*** Block opens ***
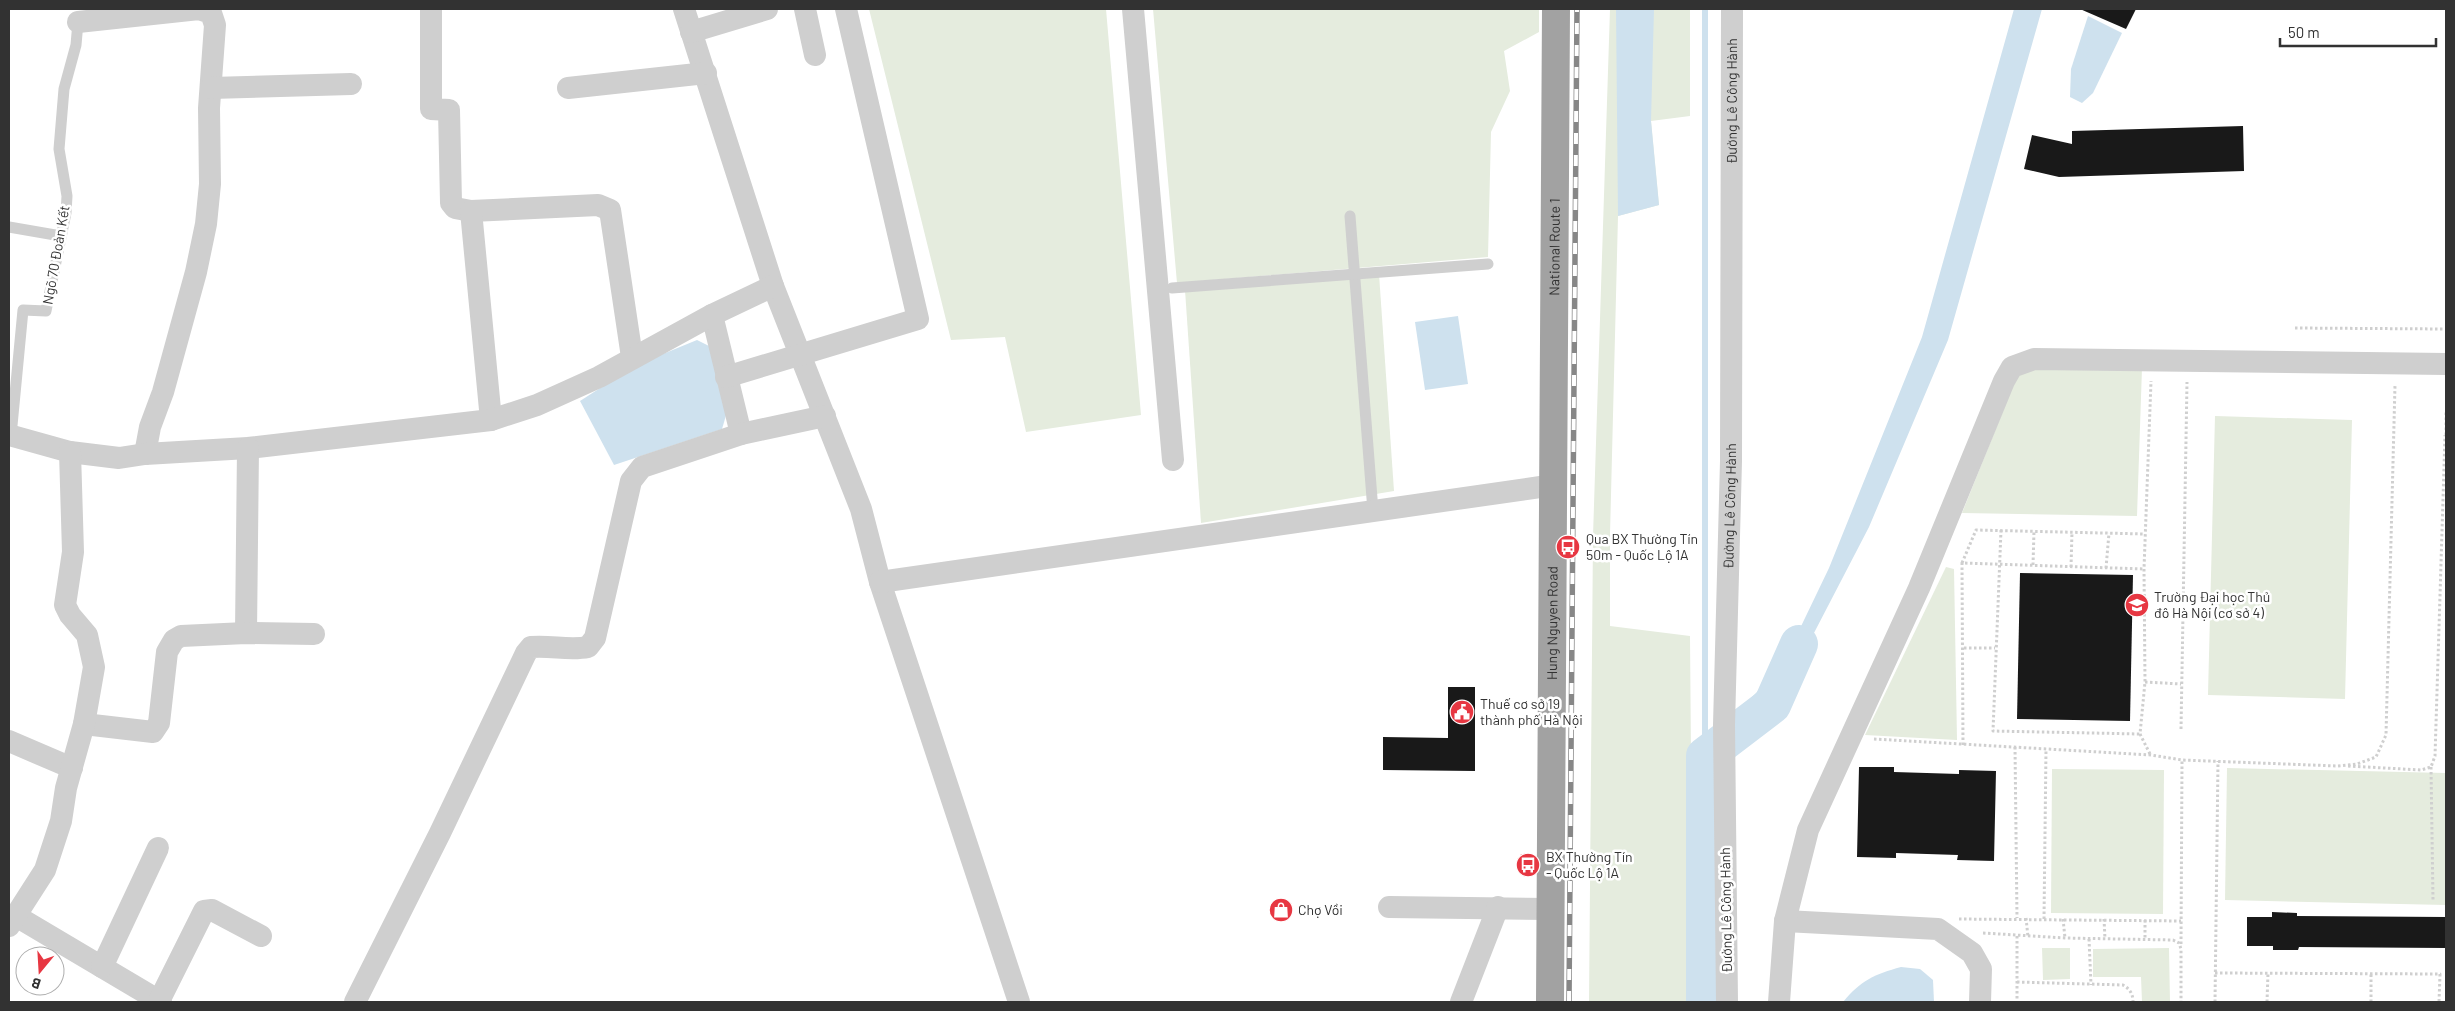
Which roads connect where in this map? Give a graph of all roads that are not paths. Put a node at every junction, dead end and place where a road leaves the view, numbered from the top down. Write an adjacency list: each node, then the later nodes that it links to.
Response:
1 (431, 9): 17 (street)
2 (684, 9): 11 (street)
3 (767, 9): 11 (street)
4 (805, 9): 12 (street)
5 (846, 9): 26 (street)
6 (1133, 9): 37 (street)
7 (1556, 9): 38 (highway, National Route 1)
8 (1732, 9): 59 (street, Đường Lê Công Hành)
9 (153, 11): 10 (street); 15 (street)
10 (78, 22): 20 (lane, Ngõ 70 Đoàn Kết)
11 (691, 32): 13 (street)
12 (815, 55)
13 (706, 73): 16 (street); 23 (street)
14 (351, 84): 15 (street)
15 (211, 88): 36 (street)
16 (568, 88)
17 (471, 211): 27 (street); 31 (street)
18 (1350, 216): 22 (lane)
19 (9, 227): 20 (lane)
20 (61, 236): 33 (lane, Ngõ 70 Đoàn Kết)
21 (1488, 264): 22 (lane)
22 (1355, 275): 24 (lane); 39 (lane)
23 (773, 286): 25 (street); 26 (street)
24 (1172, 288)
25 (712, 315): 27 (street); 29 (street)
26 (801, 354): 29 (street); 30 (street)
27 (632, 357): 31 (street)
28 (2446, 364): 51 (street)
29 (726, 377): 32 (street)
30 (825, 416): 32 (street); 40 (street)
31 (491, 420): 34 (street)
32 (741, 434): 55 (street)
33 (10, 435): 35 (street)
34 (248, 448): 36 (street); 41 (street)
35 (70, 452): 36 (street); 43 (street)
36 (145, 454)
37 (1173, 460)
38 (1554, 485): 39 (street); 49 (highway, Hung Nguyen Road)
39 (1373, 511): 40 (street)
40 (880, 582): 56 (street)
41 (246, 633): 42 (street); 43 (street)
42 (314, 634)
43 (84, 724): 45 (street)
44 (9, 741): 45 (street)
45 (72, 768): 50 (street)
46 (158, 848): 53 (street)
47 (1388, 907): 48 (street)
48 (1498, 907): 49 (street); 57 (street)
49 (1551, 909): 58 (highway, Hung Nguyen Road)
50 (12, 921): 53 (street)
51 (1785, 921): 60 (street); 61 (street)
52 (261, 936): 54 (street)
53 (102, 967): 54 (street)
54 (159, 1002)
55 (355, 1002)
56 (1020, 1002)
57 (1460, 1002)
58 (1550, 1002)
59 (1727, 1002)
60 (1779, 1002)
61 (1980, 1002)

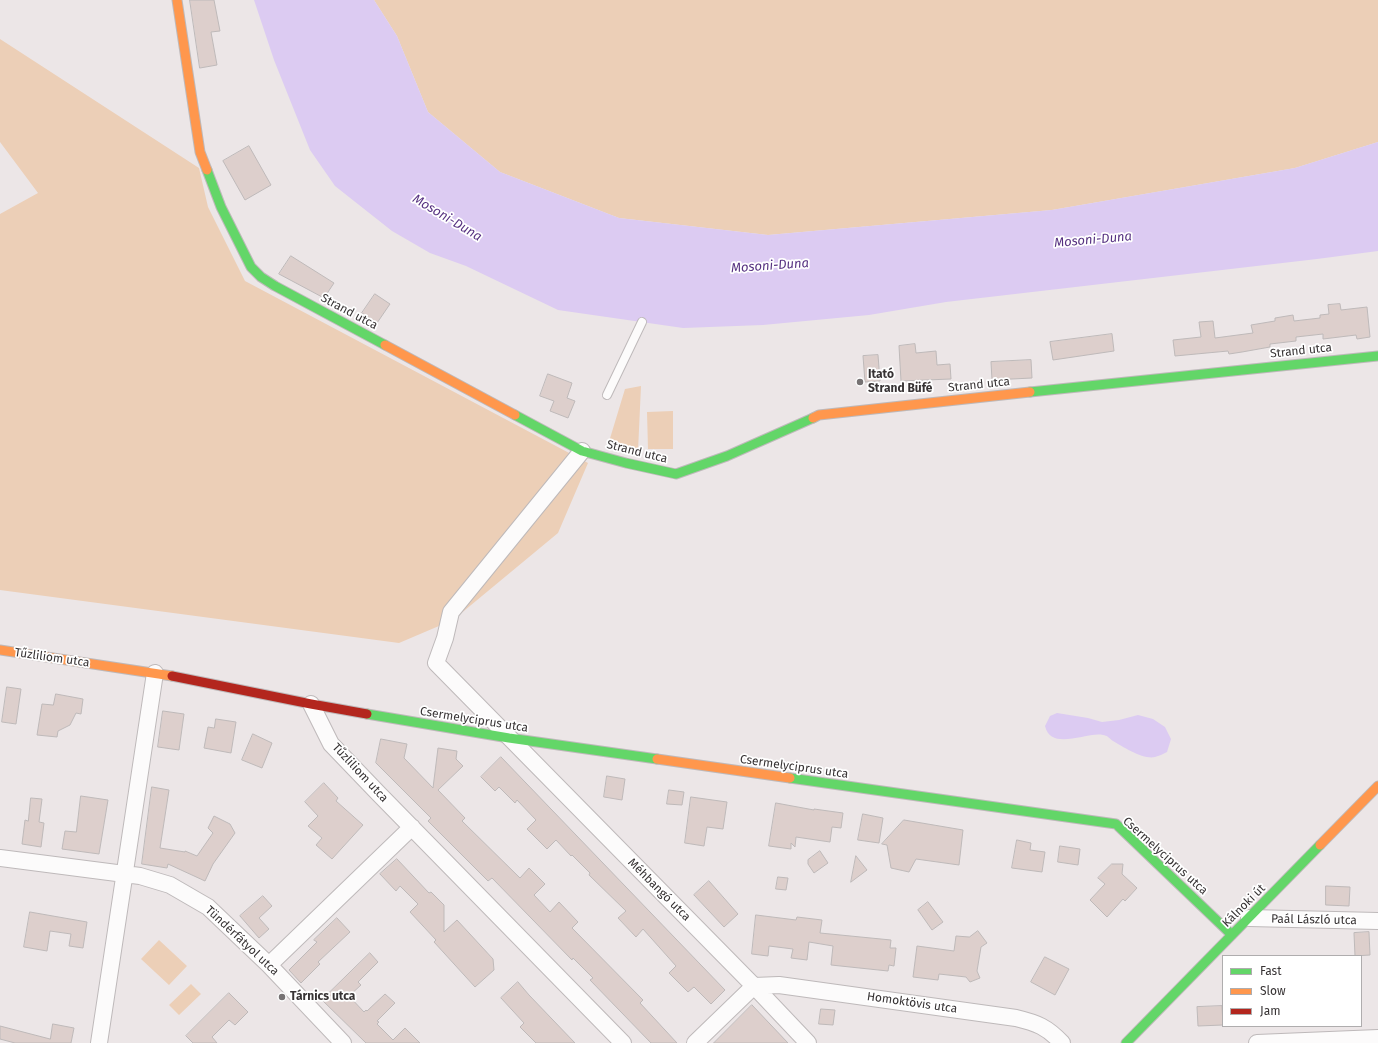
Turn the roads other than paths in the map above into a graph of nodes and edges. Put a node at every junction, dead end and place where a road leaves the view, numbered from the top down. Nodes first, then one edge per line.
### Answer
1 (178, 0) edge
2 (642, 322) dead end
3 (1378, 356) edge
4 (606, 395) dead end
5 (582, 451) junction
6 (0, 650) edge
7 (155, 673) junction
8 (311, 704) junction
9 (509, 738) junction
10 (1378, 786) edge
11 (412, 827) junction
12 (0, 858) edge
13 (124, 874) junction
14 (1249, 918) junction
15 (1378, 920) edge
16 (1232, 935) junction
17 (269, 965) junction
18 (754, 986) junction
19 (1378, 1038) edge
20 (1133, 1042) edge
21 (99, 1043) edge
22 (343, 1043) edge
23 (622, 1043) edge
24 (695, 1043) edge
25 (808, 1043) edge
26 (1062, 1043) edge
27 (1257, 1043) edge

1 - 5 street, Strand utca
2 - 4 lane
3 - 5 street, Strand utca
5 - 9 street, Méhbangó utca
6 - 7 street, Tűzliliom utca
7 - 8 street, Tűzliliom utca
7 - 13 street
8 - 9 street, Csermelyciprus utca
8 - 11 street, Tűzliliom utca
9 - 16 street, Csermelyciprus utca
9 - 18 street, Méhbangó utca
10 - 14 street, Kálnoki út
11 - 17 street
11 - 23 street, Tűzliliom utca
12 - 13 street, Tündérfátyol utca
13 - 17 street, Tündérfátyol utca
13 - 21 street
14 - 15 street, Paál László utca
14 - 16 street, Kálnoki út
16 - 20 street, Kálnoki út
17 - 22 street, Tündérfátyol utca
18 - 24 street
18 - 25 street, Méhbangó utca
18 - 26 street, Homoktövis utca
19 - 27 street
*** Block closes ***
_Task item_
Your task is to repeat the material above exactly, without its pictures.

_Your solution_
Which roads connect where in this map? Give a graph of all roads that are not paths. Put a node at every junction, dead end and place where a road leaves the view, numbered from the top down. Write an adjacency list: each node, then the later nodes that it links to.
Response:
1 (431, 9): 17 (street)
2 (684, 9): 11 (street)
3 (767, 9): 11 (street)
4 (805, 9): 12 (street)
5 (846, 9): 26 (street)
6 (1133, 9): 37 (street)
7 (1556, 9): 38 (highway, National Route 1)
8 (1732, 9): 59 (street, Đường Lê Công Hành)
9 (153, 11): 10 (street); 15 (street)
10 (78, 22): 20 (lane, Ngõ 70 Đoàn Kết)
11 (691, 32): 13 (street)
12 (815, 55)
13 (706, 73): 16 (street); 23 (street)
14 (351, 84): 15 (street)
15 (211, 88): 36 (street)
16 (568, 88)
17 (471, 211): 27 (street); 31 (street)
18 (1350, 216): 22 (lane)
19 (9, 227): 20 (lane)
20 (61, 236): 33 (lane, Ngõ 70 Đoàn Kết)
21 (1488, 264): 22 (lane)
22 (1355, 275): 24 (lane); 39 (lane)
23 (773, 286): 25 (street); 26 (street)
24 (1172, 288)
25 (712, 315): 27 (street); 29 (street)
26 (801, 354): 29 (street); 30 (street)
27 (632, 357): 31 (street)
28 (2446, 364): 51 (street)
29 (726, 377): 32 (street)
30 (825, 416): 32 (street); 40 (street)
31 (491, 420): 34 (street)
32 (741, 434): 55 (street)
33 (10, 435): 35 (street)
34 (248, 448): 36 (street); 41 (street)
35 (70, 452): 36 (street); 43 (street)
36 (145, 454)
37 (1173, 460)
38 (1554, 485): 39 (street); 49 (highway, Hung Nguyen Road)
39 (1373, 511): 40 (street)
40 (880, 582): 56 (street)
41 (246, 633): 42 (street); 43 (street)
42 (314, 634)
43 (84, 724): 45 (street)
44 (9, 741): 45 (street)
45 (72, 768): 50 (street)
46 (158, 848): 53 (street)
47 (1388, 907): 48 (street)
48 (1498, 907): 49 (street); 57 (street)
49 (1551, 909): 58 (highway, Hung Nguyen Road)
50 (12, 921): 53 (street)
51 (1785, 921): 60 (street); 61 (street)
52 (261, 936): 54 (street)
53 (102, 967): 54 (street)
54 (159, 1002)
55 (355, 1002)
56 (1020, 1002)
57 (1460, 1002)
58 (1550, 1002)
59 (1727, 1002)
60 (1779, 1002)
61 (1980, 1002)

Turn the roads other than paths in the map above into a graph of nodes and edges. Put a node at every junction, dead end and place where a road leaves the view, numbered from the top down. Nodes first, then one edge per line.
### Answer
1 (178, 0) edge
2 (642, 322) dead end
3 (1378, 356) edge
4 (606, 395) dead end
5 (582, 451) junction
6 (0, 650) edge
7 (155, 673) junction
8 (311, 704) junction
9 (509, 738) junction
10 (1378, 786) edge
11 (412, 827) junction
12 (0, 858) edge
13 (124, 874) junction
14 (1249, 918) junction
15 (1378, 920) edge
16 (1232, 935) junction
17 (269, 965) junction
18 (754, 986) junction
19 (1378, 1038) edge
20 (1133, 1042) edge
21 (99, 1043) edge
22 (343, 1043) edge
23 (622, 1043) edge
24 (695, 1043) edge
25 (808, 1043) edge
26 (1062, 1043) edge
27 (1257, 1043) edge

1 - 5 street, Strand utca
2 - 4 lane
3 - 5 street, Strand utca
5 - 9 street, Méhbangó utca
6 - 7 street, Tűzliliom utca
7 - 8 street, Tűzliliom utca
7 - 13 street
8 - 9 street, Csermelyciprus utca
8 - 11 street, Tűzliliom utca
9 - 16 street, Csermelyciprus utca
9 - 18 street, Méhbangó utca
10 - 14 street, Kálnoki út
11 - 17 street
11 - 23 street, Tűzliliom utca
12 - 13 street, Tündérfátyol utca
13 - 17 street, Tündérfátyol utca
13 - 21 street
14 - 15 street, Paál László utca
14 - 16 street, Kálnoki út
16 - 20 street, Kálnoki út
17 - 22 street, Tündérfátyol utca
18 - 24 street
18 - 25 street, Méhbangó utca
18 - 26 street, Homoktövis utca
19 - 27 street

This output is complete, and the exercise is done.